Shepherds in first century Palestine knew the wonders and ravages of nature: star-lit nights, cold and heat, storm and calm, and the unwelcome attention of predators, both animal and human. They were more aware than we of human dependency on the seasons, and more respectful than us of the precarious nature of existence. Fear, as well as appreciation, would have shaped their religious sensitivities.
Some think the shepherds near Bethlehem may have been guarding sheep for the Jerusalem Temple, which used them as part of the sacrificial ritual of Judaism in those days. Yet the kind of work shepherds did and the hours they had to keep barred them from orthodox religious observance; they were regarded as uncouth and untrustworthy and were not allowed to give testimony in law courts.
It was typical of St Luke (the only New Testament writer to refer to the shepherds) to put them in the forefront of his narrative.
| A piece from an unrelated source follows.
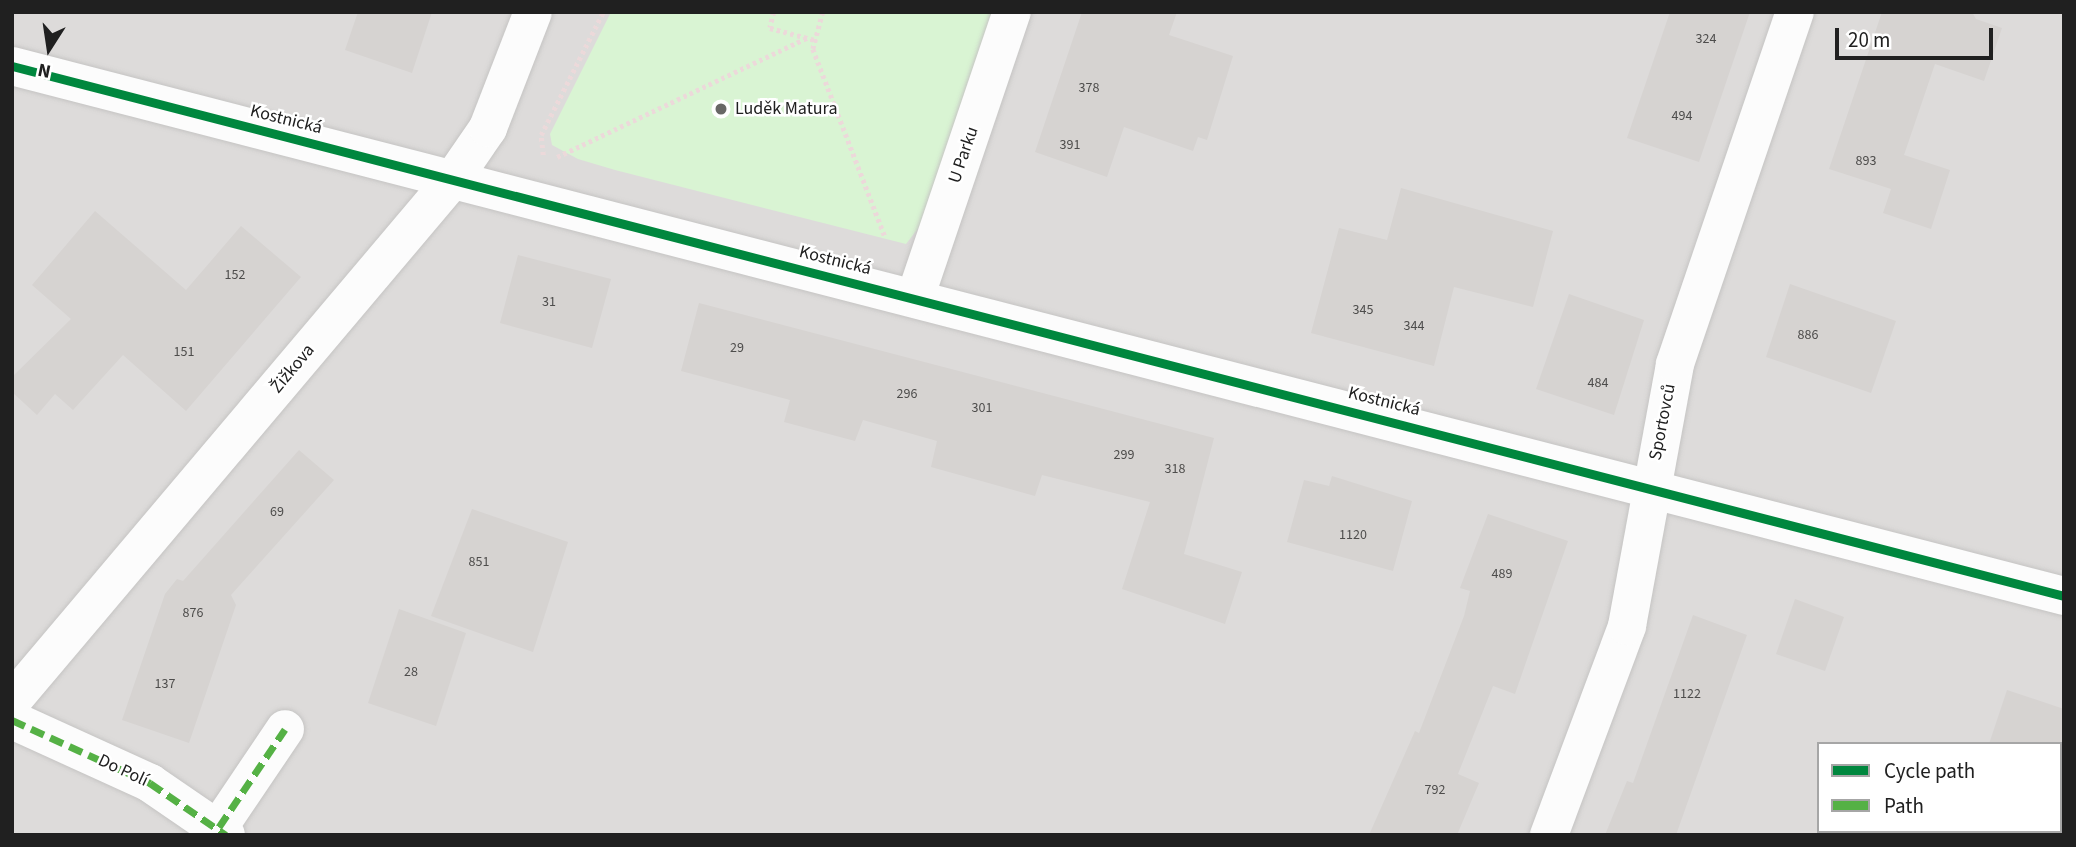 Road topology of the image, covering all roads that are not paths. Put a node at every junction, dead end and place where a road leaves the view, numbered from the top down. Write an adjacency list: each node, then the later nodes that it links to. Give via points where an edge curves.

Luke is the writer who favours the underdog: tax collectors, sinners, women, old and poor people and non-Jews all figure favourably in his account. Deliberately he sets before us shepherds as the first Christmas worshippers. They already knew how to wonder.
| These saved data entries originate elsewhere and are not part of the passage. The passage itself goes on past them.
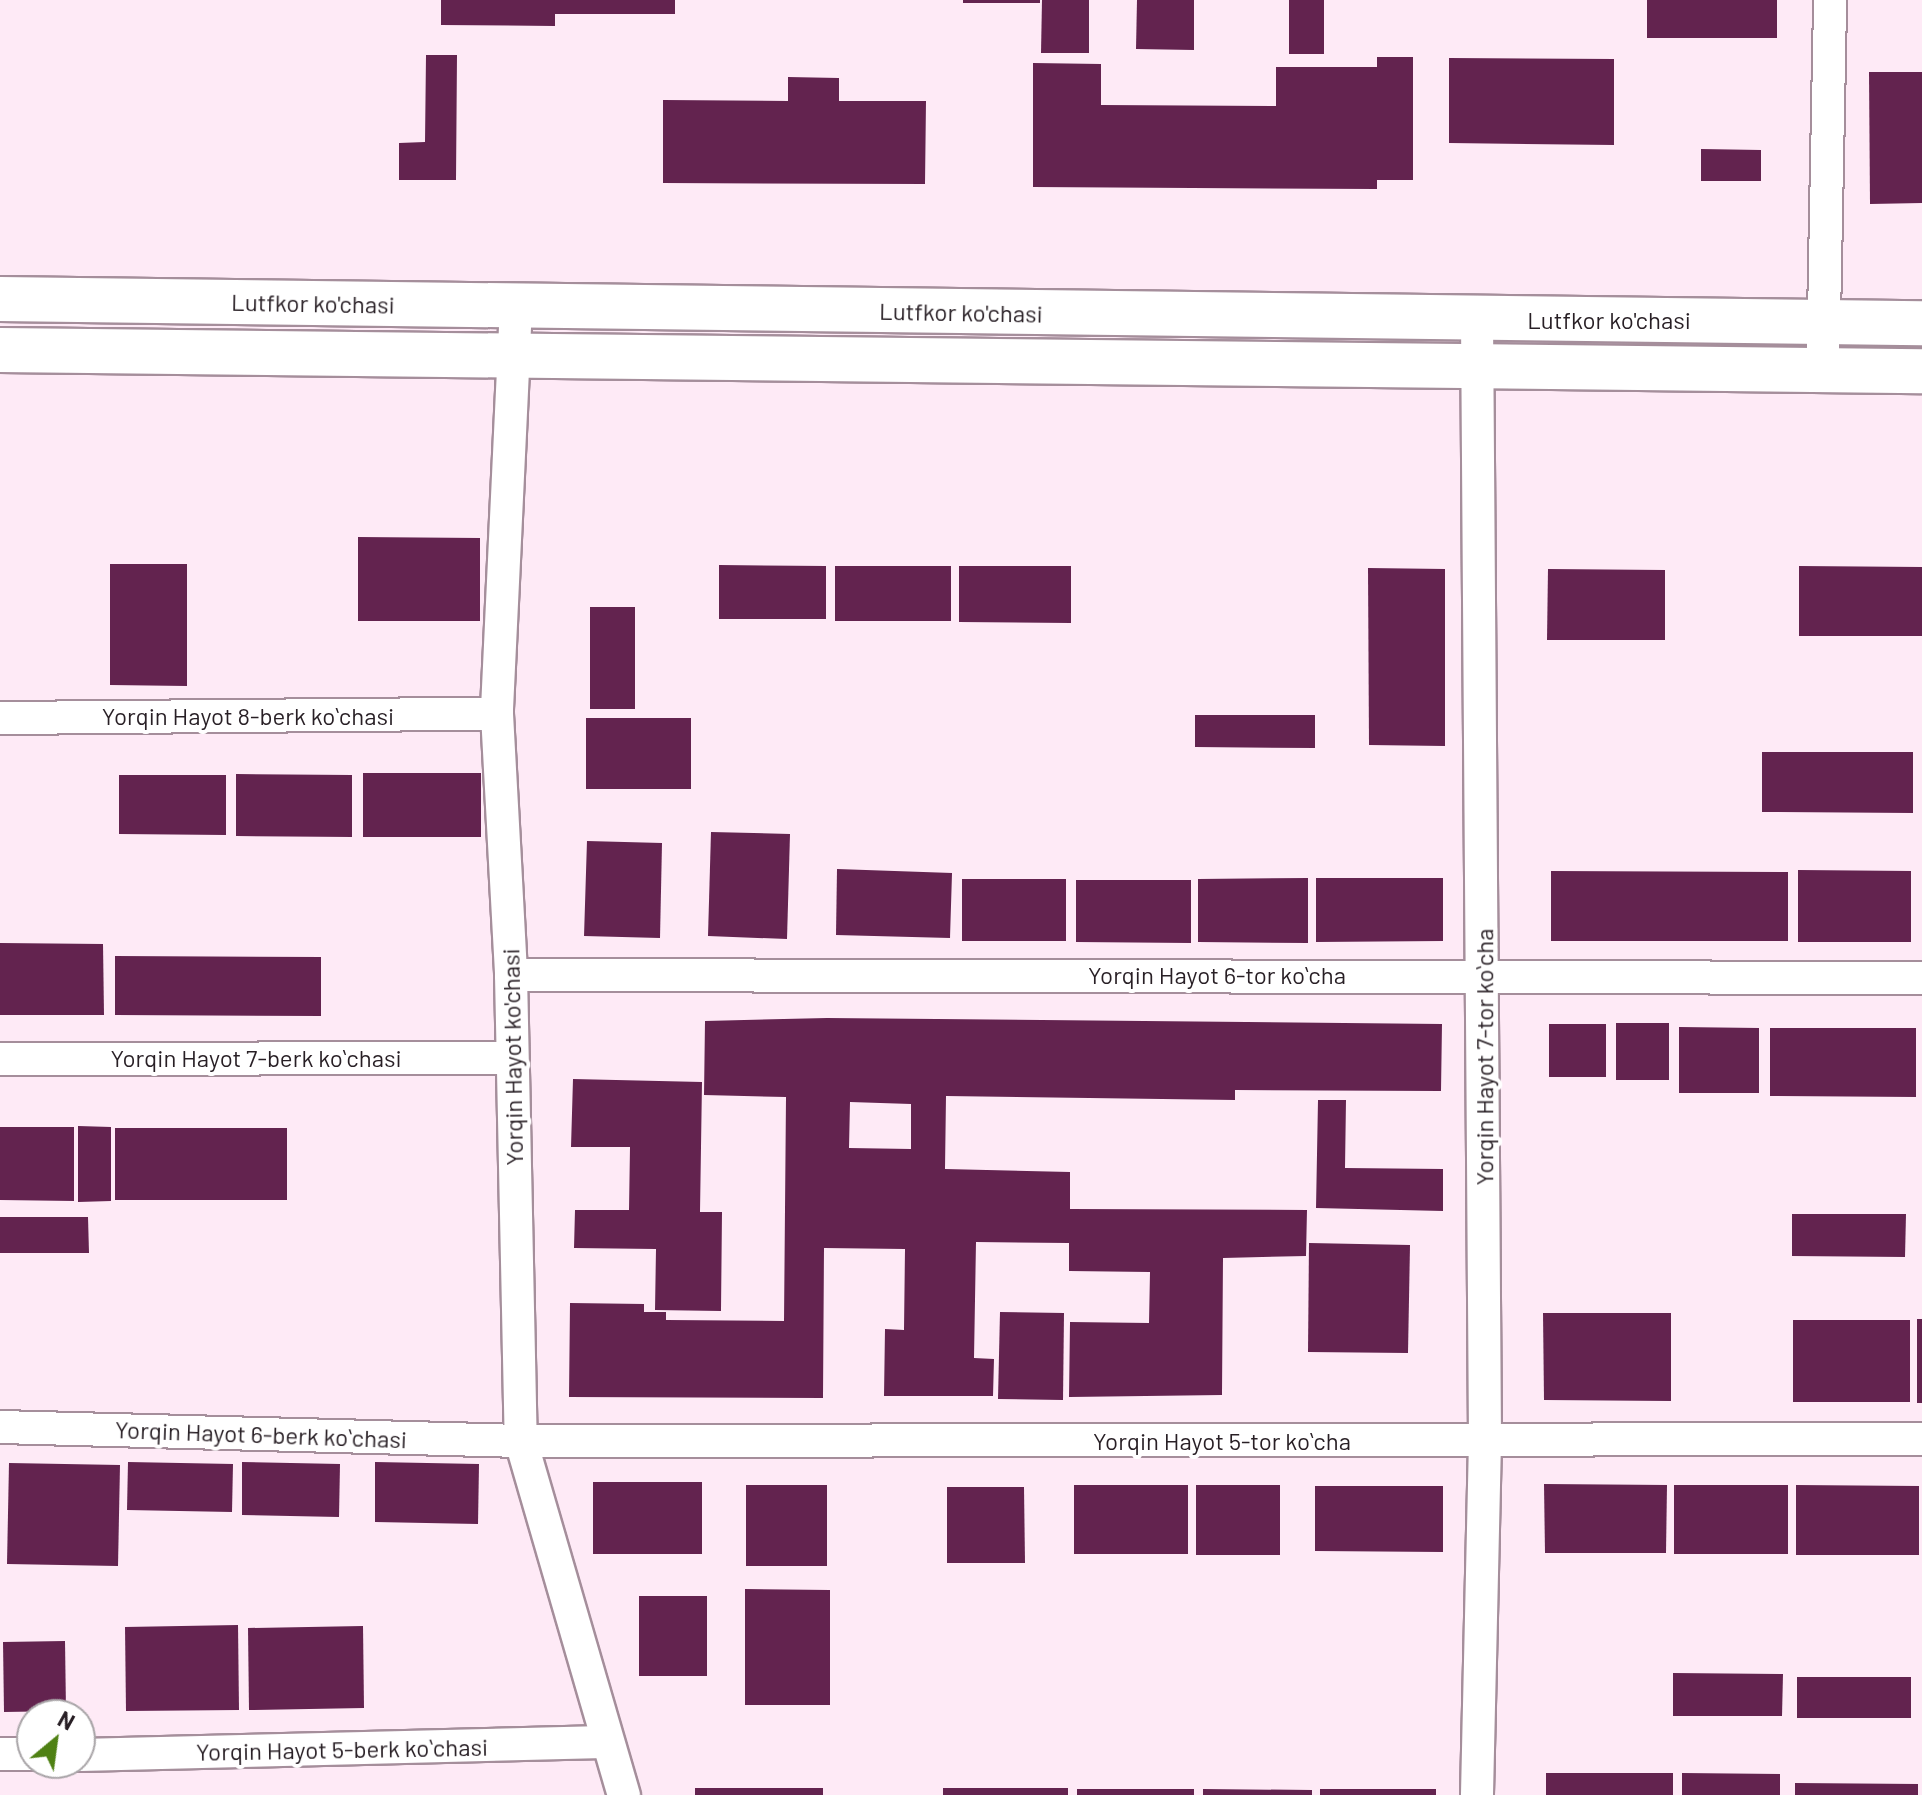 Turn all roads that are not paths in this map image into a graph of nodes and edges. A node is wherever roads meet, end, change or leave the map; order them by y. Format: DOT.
graph roads {
  1 [pos="1830,0"];
  2 [pos="0,299"];
  3 [pos="516,306"];
  4 [pos="1477,319"];
  5 [pos="1824,321"];
  6 [pos="1922,323"];
  7 [pos="0,350"];
  8 [pos="516,356"];
  9 [pos="1477,366"];
  10 [pos="1823,370"];
  11 [pos="1922,371"];
  12 [pos="497,714"];
  13 [pos="0,718"];
  14 [pos="511,975"];
  15 [pos="1484,975"];
  16 [pos="1922,978"];
  17 [pos="512,1058"];
  18 [pos="0,1059"];
  19 [pos="0,1427"];
  20 [pos="1922,1439"];
  21 [pos="521,1441"];
  22 [pos="1485,1441"];
  23 [pos="604,1742"];
  24 [pos="96,1755"];
  25 [pos="624,1795"];
  26 [pos="1477,1795"];
  1 -- 5 [label="street"];
  2 -- 3 [label="main road, Lutfkor ko'chasi"];
  3 -- 4 [label="main road, Lutfkor ko'chasi"];
  3 -- 8 [label="street, Yorqin Hayot ko'chasi"];
  4 -- 5 [label="main road, Lutfkor ko'chasi"];
  4 -- 9 [label="street, Yorqin Hayot 7-tor koʻcha"];
  5 -- 6 [label="main road, Lutfkor ko'chasi"];
  5 -- 10 [label="street"];
  7 -- 8 [label="main road, Lutfkor ko'chasi"];
  8 -- 9 [label="main road, Lutfkor ko'chasi"];
  8 -- 12 [label="street, Yorqin Hayot ko'chasi"];
  9 -- 10 [label="main road, Lutfkor ko'chasi"];
  9 -- 15 [label="street, Yorqin Hayot 7-tor koʻcha"];
  10 -- 11 [label="main road, Lutfkor ko'chasi"];
  12 -- 13 [label="street, Yorqin Hayot 8-berk koʻchasi"];
  12 -- 14 [label="street, Yorqin Hayot ko'chasi"];
  14 -- 15 [label="street, Yorqin Hayot 6-tor koʻcha"];
  14 -- 17 [label="street, Yorqin Hayot ko'chasi"];
  15 -- 16 [label="street, Yorqin Hayot 6-tor koʻcha"];
  15 -- 22 [label="street, Yorqin Hayot 7-tor koʻcha"];
  17 -- 18 [label="street, Yorqin Hayot 7-berk koʻchasi"];
  17 -- 21 [label="street, Yorqin Hayot ko'chasi"];
  19 -- 21 [label="street, Yorqin Hayot 6-berk koʻchasi"];
  20 -- 22 [label="street, Yorqin Hayot 5-tor koʻcha"];
  21 -- 22 [label="street, Yorqin Hayot 5-tor koʻcha"];
  21 -- 23 [label="street, Yorqin Hayot ko'chasi"];
  22 -- 26 [label="street, Yorqin Hayot 7-tor koʻcha"];
  23 -- 24 [label="street, Yorqin Hayot 5-berk koʻchasi"];
  23 -- 25 [label="street, Yorqin Hayot ko'chasi"];
}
William of St Thierry wrote: “A man who has lost his sense of wonder is a man dead.” The 19th Century scientist Michael Faraday wrote: “Let us consider… how wonderfully we stand upon this world. Here it is that we are born, bred and live, and yet we view these things with an almost entire absence of wonder…” This is no plea for anti-intellectual faith, but rather for the discovery of an extra dimension. Wonder is the prime ingredient of worship, and we need to recover it and use it. It takes practice.
William Blake encouraged us to look into the ordinary and see the extraordinary:
“To see a World in a Grain of Sand,
And a Heaven in a Wild Flower:
Hold Infinity in the palm of your hand,
And eternity in an hour…”
The late Michael Mayne, Dean of Westminster wrote, “A sense of the sublime leads to a sense of awe, which is I suppose that combination of wonder and fearfulness you may feel in the presence of what takes your breath away. It is not afraid in the sense of feeling scared, but rather an awe-struck sense of amazement that the ordinary is rather more extraordinary than the extraordinary… it is not the rabbit out of the hat but the rabbit out of the rabbit that is so surprising…”
So, in the astonishing story of heaven-come-to-earth in Bethlehem, of divinity in a cowshed, it is shepherdswho receive the revelation. Not priests, not presidents, not philosophers. “An angel of the Lord stood before them, and the glory of the Lord shone around them, and they were terrified.” For all they knew it might have been bad news. “But the angel said to them, ‘Do not be afraid; for see – I am bringing you good news of great joy for all the people: to you is born this day in the city of David a Saviour, who is the Messiah, the Lord’.”
The response of the shepherds was to go and see. Not to question or even to reason. The main constituent of their belief was already wonder. They were accustomed to marvelling, for they were surrounded by a world of marvels. So, they went to look. And as they looked, they marvelled. Later, they were to return “glorifying and praising God for all they had seen and heard.”